NÜRTINGEN (hfwu). Amazon & Co. zeigen schon länger Wirkung: Der stationäre Handel gerät durch Online-Shops unter Druck – und mit ihnen die Vermieter. Wie mit typischen Einzelhandelsflächen umgehen, die sich als solche am Markt nicht mehr vermieten lassen? Antworten gibt Retail-Experte Klaus Striebich, Inhaber von RaRE Advise - Retail and Real Estate. Er sprach an der Hochschule für Wirtschaft und Umwelt (HfWU) in Geislingen (Steige) im Rahmen der Vortragsreihe „Immobilienmarketing und Maklerwesen“ von Professor Dr. Stephan Kippes.

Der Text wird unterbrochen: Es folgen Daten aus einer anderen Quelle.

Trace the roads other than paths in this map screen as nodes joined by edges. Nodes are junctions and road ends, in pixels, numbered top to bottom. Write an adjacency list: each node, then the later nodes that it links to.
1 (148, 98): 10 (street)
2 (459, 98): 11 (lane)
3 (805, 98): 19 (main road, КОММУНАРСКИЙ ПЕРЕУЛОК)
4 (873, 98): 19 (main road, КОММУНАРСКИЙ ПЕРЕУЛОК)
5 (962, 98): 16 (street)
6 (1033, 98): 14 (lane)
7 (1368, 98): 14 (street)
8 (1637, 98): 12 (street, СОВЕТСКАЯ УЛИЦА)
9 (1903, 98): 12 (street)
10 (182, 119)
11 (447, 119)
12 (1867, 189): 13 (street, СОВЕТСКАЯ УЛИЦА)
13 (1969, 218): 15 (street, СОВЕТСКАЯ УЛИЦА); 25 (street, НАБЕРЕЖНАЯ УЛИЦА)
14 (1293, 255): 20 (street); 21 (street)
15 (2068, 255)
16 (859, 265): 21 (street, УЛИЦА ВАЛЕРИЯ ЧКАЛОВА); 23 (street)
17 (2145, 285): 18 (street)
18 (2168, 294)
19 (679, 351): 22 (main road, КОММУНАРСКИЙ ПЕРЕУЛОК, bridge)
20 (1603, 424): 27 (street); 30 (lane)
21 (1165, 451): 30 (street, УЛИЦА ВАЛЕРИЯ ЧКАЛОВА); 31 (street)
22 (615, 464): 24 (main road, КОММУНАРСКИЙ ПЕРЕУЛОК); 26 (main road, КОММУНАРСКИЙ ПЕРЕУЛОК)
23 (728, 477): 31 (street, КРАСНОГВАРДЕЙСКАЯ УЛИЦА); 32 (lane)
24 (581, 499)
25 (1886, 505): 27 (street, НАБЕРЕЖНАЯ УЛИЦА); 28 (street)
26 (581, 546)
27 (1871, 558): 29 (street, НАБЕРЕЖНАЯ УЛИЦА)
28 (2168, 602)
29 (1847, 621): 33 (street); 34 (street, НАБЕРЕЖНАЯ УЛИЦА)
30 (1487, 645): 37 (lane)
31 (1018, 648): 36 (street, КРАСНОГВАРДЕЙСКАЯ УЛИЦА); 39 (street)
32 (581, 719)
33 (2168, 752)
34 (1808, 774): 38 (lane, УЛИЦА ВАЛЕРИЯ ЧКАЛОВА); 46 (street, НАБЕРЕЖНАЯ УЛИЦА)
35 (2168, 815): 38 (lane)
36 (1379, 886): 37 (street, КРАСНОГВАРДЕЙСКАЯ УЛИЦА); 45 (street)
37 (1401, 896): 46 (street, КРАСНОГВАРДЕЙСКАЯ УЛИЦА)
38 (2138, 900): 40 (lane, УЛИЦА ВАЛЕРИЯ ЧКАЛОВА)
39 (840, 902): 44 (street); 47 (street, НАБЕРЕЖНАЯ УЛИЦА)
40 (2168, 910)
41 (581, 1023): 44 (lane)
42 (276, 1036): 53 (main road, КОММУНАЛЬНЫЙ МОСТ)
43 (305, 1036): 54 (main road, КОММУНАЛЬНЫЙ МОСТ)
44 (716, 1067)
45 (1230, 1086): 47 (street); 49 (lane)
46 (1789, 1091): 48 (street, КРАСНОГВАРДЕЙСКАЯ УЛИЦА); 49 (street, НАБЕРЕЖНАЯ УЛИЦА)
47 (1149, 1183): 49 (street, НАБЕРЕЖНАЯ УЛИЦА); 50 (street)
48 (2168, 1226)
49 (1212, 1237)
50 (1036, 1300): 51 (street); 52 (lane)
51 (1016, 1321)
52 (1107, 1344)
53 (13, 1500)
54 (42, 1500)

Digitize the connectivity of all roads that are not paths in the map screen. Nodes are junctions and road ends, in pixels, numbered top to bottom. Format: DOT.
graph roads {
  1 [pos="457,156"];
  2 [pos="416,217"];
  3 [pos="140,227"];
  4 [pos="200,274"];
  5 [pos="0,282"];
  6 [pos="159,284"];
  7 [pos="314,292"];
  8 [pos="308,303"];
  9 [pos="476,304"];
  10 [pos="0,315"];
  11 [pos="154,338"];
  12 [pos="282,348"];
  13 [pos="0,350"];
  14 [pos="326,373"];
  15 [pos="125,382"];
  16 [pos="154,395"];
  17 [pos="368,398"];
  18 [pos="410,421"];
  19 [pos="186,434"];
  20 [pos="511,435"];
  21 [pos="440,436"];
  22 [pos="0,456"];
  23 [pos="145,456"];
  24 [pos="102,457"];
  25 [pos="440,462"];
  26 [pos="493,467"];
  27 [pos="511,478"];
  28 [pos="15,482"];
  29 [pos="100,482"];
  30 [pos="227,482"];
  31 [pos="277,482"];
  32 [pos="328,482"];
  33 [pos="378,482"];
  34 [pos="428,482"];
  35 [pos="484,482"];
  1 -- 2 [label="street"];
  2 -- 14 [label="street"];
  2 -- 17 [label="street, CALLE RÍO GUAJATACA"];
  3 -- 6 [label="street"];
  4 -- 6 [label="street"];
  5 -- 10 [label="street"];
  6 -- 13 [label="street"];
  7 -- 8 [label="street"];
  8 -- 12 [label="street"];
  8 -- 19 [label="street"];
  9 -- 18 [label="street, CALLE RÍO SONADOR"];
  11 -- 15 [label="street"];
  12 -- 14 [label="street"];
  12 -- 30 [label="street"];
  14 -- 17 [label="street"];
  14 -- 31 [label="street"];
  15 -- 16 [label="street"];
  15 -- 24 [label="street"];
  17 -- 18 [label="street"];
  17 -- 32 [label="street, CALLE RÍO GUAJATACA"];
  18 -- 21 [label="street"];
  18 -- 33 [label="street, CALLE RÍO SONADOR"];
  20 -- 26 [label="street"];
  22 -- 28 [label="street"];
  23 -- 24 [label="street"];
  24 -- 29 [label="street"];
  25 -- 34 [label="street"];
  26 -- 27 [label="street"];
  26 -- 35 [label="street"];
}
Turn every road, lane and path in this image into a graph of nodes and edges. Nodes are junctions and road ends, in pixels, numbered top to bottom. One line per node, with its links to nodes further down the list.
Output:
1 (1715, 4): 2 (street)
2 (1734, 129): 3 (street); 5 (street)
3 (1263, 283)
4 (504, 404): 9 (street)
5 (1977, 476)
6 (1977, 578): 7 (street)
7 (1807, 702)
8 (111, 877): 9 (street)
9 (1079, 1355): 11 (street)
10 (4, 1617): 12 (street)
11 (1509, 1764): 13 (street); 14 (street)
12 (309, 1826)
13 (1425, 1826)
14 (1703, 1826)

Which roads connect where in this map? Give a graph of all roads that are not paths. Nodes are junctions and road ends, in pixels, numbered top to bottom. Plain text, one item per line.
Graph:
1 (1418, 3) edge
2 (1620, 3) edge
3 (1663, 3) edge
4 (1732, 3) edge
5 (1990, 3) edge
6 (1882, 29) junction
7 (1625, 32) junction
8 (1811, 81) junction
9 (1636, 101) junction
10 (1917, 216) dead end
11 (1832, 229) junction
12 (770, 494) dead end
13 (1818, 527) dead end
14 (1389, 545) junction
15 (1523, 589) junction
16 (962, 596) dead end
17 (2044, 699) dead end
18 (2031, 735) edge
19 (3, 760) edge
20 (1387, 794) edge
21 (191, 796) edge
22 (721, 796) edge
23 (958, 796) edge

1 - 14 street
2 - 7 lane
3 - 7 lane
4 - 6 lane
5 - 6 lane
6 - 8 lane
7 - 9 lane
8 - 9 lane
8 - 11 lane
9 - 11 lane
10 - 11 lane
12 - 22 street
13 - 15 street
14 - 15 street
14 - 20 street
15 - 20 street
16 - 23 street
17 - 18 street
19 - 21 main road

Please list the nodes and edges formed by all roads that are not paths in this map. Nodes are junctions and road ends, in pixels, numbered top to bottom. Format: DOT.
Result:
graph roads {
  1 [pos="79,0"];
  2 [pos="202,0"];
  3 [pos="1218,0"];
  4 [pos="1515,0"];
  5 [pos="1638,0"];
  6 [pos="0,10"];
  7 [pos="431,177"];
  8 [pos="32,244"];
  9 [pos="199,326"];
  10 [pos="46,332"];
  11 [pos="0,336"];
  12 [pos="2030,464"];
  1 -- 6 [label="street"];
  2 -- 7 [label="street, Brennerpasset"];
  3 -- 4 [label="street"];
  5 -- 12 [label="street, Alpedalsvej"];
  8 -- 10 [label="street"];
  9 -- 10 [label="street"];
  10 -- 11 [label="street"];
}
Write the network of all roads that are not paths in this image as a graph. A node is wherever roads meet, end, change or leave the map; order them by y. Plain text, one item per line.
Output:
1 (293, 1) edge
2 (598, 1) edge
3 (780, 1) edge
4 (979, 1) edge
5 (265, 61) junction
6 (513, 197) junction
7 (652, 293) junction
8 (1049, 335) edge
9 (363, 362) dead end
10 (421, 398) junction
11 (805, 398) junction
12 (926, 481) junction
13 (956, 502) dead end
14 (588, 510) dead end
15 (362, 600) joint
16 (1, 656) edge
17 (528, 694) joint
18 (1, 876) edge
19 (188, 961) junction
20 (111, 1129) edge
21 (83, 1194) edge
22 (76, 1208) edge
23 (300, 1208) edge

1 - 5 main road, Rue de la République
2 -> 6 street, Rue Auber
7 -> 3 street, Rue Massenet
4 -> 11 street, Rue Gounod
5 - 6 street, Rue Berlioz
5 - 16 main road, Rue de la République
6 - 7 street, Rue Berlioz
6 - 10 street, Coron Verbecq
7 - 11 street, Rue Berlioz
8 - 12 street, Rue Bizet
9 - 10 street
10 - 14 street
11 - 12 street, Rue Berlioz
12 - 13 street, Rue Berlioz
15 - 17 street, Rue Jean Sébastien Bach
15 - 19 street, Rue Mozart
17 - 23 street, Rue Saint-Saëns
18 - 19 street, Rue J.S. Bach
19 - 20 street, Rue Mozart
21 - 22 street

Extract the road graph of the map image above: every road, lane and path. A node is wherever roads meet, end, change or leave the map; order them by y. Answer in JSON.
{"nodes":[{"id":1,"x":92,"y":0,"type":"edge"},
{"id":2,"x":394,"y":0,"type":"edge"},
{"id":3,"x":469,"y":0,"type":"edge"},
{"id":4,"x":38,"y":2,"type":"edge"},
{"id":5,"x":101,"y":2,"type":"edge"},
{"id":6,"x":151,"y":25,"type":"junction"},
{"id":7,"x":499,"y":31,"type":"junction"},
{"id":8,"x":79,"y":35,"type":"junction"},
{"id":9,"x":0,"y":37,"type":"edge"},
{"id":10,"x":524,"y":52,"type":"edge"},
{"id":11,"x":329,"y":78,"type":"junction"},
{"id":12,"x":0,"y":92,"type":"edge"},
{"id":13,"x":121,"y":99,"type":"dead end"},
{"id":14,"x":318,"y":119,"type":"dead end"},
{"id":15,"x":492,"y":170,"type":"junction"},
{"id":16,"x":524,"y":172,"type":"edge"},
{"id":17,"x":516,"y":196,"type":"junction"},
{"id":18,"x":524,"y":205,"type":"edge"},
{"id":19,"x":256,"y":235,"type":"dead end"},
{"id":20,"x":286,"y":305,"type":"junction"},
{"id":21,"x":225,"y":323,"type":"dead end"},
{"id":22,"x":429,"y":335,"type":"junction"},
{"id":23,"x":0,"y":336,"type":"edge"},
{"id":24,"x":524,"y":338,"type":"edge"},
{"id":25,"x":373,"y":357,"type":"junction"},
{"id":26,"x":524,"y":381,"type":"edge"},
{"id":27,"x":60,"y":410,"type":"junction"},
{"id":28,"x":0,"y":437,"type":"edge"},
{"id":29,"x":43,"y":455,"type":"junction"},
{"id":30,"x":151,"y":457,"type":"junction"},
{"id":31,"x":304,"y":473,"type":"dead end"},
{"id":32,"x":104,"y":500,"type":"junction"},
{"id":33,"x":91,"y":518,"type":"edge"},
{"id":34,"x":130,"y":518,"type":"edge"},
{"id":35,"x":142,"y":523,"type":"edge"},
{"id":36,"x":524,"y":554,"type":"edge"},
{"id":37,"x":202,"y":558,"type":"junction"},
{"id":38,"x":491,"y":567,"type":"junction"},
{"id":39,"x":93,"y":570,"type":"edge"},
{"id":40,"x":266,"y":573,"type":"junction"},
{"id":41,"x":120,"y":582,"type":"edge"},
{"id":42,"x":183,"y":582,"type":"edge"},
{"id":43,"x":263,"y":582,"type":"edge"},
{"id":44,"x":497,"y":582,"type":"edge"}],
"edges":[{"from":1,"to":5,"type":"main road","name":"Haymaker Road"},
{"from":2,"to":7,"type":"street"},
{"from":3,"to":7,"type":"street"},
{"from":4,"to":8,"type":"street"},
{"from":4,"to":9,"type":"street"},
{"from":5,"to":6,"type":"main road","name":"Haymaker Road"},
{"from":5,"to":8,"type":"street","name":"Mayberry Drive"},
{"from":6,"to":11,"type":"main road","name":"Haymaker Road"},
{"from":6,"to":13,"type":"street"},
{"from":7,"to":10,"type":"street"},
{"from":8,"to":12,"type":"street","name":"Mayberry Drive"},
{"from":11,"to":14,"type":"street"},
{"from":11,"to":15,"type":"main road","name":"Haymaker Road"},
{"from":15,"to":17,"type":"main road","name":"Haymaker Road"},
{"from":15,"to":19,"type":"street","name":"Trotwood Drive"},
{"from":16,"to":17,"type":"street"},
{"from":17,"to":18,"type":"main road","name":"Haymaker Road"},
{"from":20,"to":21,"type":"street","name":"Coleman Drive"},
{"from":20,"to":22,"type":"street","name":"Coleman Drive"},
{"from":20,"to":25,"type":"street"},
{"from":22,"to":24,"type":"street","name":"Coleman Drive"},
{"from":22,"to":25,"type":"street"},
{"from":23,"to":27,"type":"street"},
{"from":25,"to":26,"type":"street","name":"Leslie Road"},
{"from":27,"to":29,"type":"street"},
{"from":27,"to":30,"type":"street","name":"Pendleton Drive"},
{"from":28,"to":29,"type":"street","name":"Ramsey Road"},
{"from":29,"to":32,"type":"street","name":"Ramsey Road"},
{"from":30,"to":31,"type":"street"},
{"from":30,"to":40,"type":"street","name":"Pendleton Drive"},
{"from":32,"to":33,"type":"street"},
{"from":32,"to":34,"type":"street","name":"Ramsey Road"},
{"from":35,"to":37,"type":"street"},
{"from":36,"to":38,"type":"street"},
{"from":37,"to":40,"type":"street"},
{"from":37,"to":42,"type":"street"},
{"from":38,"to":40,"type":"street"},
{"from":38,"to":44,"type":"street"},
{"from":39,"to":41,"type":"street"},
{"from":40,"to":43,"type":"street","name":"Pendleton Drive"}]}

Mit dem Online-Geschäft ist insbesondere der stationäre Handel in Nebenkernlagen unter Druck geraten. In manchen Städten sogar 1b-Geschäftskernlagen. Hier steigen die Leerstände teilweise deutlich und es bildet sich struktureller Leerstand. Oft lassen sich diese Flächen nicht mehr als typische Einzelhandelsflächen am Markt vermieten. „Wenn der Markt Angebote – hier Flächen in 1b-Lagen – nicht mehr aufnimmt, gibt es nur die Möglichkeit der Erosion, d.h. sie verschwinden ersatzlos, oder der Konversion – der teils radikalen Umnutzung, was die Regel sein wird“, ist Klaus Striebich überzeugt. Bisherige Nutzungen müssten nicht immer aufrechterhalten werden. Aus nicht benötigten Büroflächen könnten Hotels oder gar Wohnungen werden, aus Handelsflächen Produktionsflächen oder Büroflächen und Wohneinheiten, so der Retail-Experte. „Man sollte sich nicht scheuen, auch einmal dramatische Veränderungen wie Abriss und Neubau einer neuen Nutzung in Erwägung zu ziehen.“ Das wertvollste Gut – der Standort, das Grundstück – bliebt immer erhalten. „Wir glauben immer noch, dass alles was in Zement gemeißelt ist auch ewig Bestand haben muss. Dem wird in Zukunft nicht mehr so sein“, betonte der Immobilienexperte im Rahmen eines Gastvortrags an der HfWU in Geislingen (Steige).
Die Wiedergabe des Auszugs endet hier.